I was never really a glass half empty guy, but I gotta say it-I've about had it with the weather. Its almost embarrassing owning all of this equipment that just just collects dust and rust. It honestly could snow everyday for the rest of the winter and I don't think it would make up for the financial loss over last winter and this winter so far. 

I don't mean to bring down everyones spirit, but this is just a loser of a year. Two winters in a row like this is a real drag. The truth of it is also that this just doesn't hurt us as plowers but it sure hurts everyone else also who at least relies on cold weather, not just snow.

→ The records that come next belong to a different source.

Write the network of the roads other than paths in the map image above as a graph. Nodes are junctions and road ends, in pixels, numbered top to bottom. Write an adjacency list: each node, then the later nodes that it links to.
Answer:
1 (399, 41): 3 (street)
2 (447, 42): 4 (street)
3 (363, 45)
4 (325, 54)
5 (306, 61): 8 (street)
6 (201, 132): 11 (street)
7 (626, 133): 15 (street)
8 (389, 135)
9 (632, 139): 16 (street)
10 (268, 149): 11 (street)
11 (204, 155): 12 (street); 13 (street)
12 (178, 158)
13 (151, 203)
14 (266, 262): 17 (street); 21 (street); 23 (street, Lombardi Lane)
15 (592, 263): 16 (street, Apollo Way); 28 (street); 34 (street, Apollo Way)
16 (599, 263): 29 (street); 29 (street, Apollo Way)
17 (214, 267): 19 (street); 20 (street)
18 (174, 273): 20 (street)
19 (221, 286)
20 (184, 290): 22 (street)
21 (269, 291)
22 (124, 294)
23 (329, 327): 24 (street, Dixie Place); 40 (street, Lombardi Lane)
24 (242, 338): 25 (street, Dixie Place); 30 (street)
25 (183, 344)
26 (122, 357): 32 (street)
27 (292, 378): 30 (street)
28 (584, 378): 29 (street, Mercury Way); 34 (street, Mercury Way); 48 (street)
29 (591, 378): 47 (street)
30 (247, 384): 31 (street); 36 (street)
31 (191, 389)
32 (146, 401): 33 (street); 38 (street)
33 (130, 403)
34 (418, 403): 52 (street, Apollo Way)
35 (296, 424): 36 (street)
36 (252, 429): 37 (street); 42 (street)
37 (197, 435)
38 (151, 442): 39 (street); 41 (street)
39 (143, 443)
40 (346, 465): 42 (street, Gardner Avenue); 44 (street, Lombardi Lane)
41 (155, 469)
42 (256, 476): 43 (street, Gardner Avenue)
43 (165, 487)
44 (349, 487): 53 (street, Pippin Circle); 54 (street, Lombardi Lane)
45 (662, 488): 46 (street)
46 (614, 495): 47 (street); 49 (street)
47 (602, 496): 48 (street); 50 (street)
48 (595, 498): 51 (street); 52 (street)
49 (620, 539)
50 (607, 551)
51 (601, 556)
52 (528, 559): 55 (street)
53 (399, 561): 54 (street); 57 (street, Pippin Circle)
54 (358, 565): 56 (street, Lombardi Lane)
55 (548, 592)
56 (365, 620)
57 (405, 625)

Someone talk me off the ledge................


----------



## deluxeco (Nov 20, 2002)

The real kicker is going to be enjoying 60 degree sunny weather now and then the further financial loss we'll take when its cold and raining every day in spring into summer!


----------



## Racer 28S (Nov 16, 2004)

What area in Pgh are you from, I also live there and was just wondering.


----------



## Mick (May 19, 2001)

Well, one thing that should be interesting is all those new trucks being depreciated with the IRS and showing losses. Auditors are going to be looking to declare this a "hobby" and limit losses. I've already looked it up and protected myself with their rules.

If your truck is lettered, registered commercial, you advertise and can show you operate on a business-like basis, you will have a good rebutal.

Personally, I don't even want to make up for what we haven't gotten so far this winter. With no snow forecasted into the middle of January and not liking to plow in March (soft ground), that leaves about six weeks of potential for good plowing. We need about 80" of snow to break even for the winter. So that averages out to just over 13" per week, every week, for six weeks. No thanks.


----------



## Rcgm (Dec 17, 2000)

No Thanks Mick I agree with you.I gave up on thinking about braking even I just want to plow one time this year to try out the new Sno way I purchased and make a little money to pay towards the plow.



RCGM
Brad


----------



## BPK63 (Sep 6, 2006)

Winter sports like ski resorts are hurting too because it's not cold enough to even make snow. I feel your pain. Even us non commercial guys that just do our own driveways are frustrated. I suffered with a blower in my driveway for 20 years. Finally got a rig to plow and we have no snow. I keep having dreams where I am plowing the driveway. That's pretty bad.


----------



## gordyo (Feb 12, 2002)

The question is:

"Why is everyone overly concerned about a winter or two in a row with not much snow, and acting like this is something new?"

I have seen patterns like this many times since I started in the snow biz in 1976.


----------



## Andy N. (Dec 14, 2001)

I agree, but let's be honest - this is not even a below average winter. This is a shot in the groin below average winter. At this point, I would be satisfied with the loser winter from last year. At least it was COLD enough to snow.


----------



## kysnowman (Jan 6, 2007)

It wouldn't be so bad if we could have gone out a time or two with a dusting on the ground and thrown some salt around. But it's been nothing. We don't get alot in KY but this is still way below average. I really feel for you boys up north.


----------